Antiguamente, mi pueblo cultivaba anualmente dos cosechas de arroz y una de otras hortalizas, como maíz, papas y frijoles. Tras la cosecha, mi madre clasificaba cuidadosamente el maíz, seleccionando las mazorcas más maduras, regordetas y con más granos, las ataba y las colgaba en el desván de la cocina para su posterior uso. El maíz, colgado en el desván, se ahumaba y se calentaba con el fuego durante todo el año, lo que permitía almacenarlo durante mucho tiempo sin que lo comieran los insectos. Era una reserva silenciosa pero duradera para el invierno, igual que el incansable trabajo de mi madre.
Durante los fríos días de invierno, cuando el trabajo agrícola cesaba temporalmente, mi madre bajaba las mazorcas de maíz reservadas y separaba los granos. Aún recuerdo el crujido de los granos secos al caer en la bandeja, y las manos de mi madre moviéndose veloces, más rápidas que el viento monzónico. Lavaba el maíz y lo hervía en agua con cal para retirar las finas hojas. Después, tras enjuagar las hojas, cocinaba los granos a fuego lento en una estufa de arroz, un tipo de estufa que conserva el fuego durante mucho tiempo, lo suficiente para cocinar el maíz hasta que se ablandara sin que se ablandara.
A menudo me despierta el aroma del maíz pegajoso humeante. En una fría mañana de invierno, sentarse frente a una olla de maíz humeante y fragante me produce una sensación de felicidad indescriptible. En aquel entonces, mi favorito era un tazón de maíz caliente al vapor con azúcar: su dulzor se disolvía lentamente, mezclándose con la textura masticable y a nuez de los granos de maíz, como si disipara el frío exterior. Mientras que el maíz tierno hervido ofrece un dulzor suave y delicado, el maíz al vapor es rico, penetrante y sorprendentemente cálido.
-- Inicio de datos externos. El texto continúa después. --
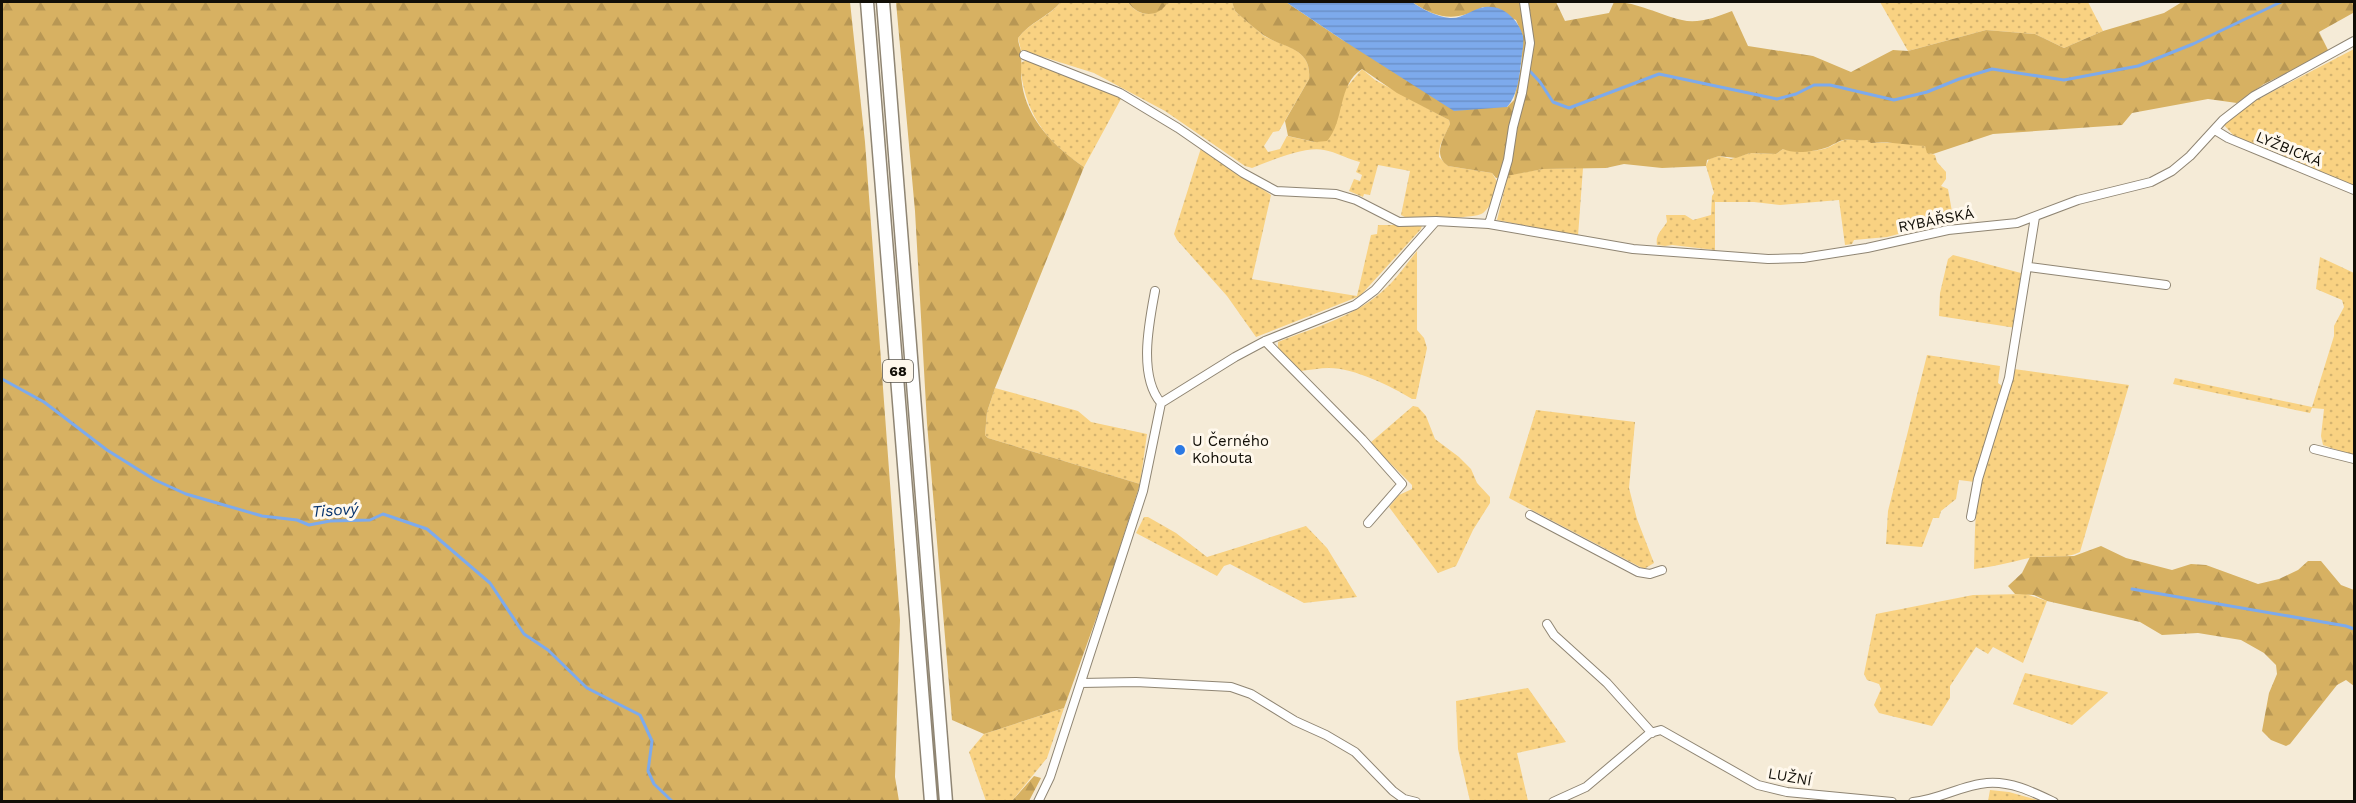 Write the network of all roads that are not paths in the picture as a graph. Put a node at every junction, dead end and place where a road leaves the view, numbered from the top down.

Mi madre no solo hervía maíz para comerlo con azúcar; a veces le añadía frijoles rojos o negros, otras veces salteaba cebolla antes de sofreír el maíz hervido; cada plato era un consuelo en los fríos días de invierno. Cada plato que preparaba llevaba una pizca de amor, simple pero completo, que nos dejó una huella imborrable incluso durante nuestra infancia.
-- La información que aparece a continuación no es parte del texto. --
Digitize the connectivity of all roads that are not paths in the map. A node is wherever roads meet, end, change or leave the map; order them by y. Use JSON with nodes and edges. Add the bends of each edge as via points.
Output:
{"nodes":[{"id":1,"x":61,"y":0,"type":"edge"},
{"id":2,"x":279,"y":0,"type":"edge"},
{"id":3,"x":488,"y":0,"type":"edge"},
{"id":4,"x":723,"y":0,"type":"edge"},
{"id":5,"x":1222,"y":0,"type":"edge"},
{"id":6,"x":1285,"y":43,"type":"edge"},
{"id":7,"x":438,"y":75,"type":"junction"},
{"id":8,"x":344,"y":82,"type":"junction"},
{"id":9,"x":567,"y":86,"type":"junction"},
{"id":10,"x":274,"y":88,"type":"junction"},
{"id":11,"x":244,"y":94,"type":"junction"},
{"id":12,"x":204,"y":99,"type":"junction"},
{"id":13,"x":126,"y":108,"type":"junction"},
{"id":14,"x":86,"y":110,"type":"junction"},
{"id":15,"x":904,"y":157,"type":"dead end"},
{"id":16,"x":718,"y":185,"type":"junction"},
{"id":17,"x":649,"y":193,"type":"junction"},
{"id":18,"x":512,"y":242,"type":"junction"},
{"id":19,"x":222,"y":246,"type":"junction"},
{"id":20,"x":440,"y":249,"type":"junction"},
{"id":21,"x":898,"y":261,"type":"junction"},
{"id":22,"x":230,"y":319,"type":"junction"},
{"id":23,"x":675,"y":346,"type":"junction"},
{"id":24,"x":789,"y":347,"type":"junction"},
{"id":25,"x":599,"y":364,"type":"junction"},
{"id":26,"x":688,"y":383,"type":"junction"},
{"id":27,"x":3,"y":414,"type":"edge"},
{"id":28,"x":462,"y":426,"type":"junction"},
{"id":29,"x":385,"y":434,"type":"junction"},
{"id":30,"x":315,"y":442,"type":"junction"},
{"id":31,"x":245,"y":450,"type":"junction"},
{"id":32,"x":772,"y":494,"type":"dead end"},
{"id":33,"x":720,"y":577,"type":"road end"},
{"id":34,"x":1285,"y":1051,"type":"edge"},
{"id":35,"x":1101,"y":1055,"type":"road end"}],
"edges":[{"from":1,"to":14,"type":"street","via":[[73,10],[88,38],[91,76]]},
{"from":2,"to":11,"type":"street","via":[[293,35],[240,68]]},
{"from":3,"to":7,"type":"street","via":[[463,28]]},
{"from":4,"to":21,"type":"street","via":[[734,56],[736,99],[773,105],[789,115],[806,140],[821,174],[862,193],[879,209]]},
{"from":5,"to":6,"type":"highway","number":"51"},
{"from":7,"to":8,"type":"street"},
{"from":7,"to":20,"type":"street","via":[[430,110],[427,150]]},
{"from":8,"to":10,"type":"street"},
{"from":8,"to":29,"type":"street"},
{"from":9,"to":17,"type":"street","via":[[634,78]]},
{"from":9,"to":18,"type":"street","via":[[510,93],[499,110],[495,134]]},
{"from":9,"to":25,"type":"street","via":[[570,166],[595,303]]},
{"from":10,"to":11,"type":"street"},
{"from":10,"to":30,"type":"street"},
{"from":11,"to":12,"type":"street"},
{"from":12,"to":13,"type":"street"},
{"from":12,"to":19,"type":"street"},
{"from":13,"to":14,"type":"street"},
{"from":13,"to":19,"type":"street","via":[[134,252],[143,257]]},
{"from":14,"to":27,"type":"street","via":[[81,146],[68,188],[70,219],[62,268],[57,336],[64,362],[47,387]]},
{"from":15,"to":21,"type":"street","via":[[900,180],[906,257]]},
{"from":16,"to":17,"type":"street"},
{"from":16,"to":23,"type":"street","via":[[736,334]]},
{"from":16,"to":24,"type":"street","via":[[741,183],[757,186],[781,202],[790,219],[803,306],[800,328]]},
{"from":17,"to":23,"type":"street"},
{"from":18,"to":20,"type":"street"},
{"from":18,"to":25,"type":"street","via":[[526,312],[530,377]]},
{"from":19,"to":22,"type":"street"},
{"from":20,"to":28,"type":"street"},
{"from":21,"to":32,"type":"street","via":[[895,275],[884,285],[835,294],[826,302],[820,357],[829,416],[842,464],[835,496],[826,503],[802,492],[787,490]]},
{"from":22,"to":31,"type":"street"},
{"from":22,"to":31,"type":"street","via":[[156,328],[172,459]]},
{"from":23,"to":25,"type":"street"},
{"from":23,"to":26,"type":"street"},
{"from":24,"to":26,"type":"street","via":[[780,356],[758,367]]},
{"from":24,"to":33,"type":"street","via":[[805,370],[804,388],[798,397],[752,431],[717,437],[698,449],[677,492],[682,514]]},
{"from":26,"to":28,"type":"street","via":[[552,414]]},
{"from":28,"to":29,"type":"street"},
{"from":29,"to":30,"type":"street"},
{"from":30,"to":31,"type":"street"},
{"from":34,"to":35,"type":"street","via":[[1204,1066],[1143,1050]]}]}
De niña, cada invierno, la olla de maíz hervido de mi madre siempre era la "señal" de un día cálido. El simple aroma del maíz hirviendo en el aire bastaba para saber que la estufa de mi madre estaba encendida. Era el fragante olor del maíz blando y glutinoso, mezclado con la dulzura del azúcar, a veces el aroma de cebolla frita, además del ligero olor a humo de la estufa y el calor del fuego. Todavía recuerdo aquellas mañanas acurrucada junto a la estufa, escuchando el crepitar de la leña, viendo a mi madre remover el maíz hirviendo, mientras el calor subía y enrojecía sus jóvenes mejillas.
Ahora que soy adulta y vivo en una cocina más moderna y bien equipada que antes, el aroma del maíz pegajoso humeante se ha convertido en un recuerdo de lujo. Basta con un ligero frescor en diciembre para sentir que puedo volver a oír el silbido del viento tras los aleros, ver las manos ágiles de mi madre y oler el suave y fragante maíz pegajoso que me conmueve. Esos días tranquilos, esas sencillas calidezes —una olla de maíz humeante, una manta gruesa, la risa de mi madre— resultan ser cosas que la gente atesora para toda la vida.
Diciembre ablanda el corazón. El frío no solo se cuela en la piel, sino que también despierta cosas que creía latentes. En medio del ajetreo de la vida moderna, hay momentos en los que solo quiero sentarme junto a una olla de maíz humeante, dejando que el aroma de la infancia impregne cada aliento.
En estos días fríos de fin de año, incluso un pequeño recuerdo basta para calentar toda la mañana. Y lo entiendo: la olla de maíz pegajoso al vapor en invierno no es solo un plato, sino también un recuerdo cálido de la infancia, de la familia, de la madre.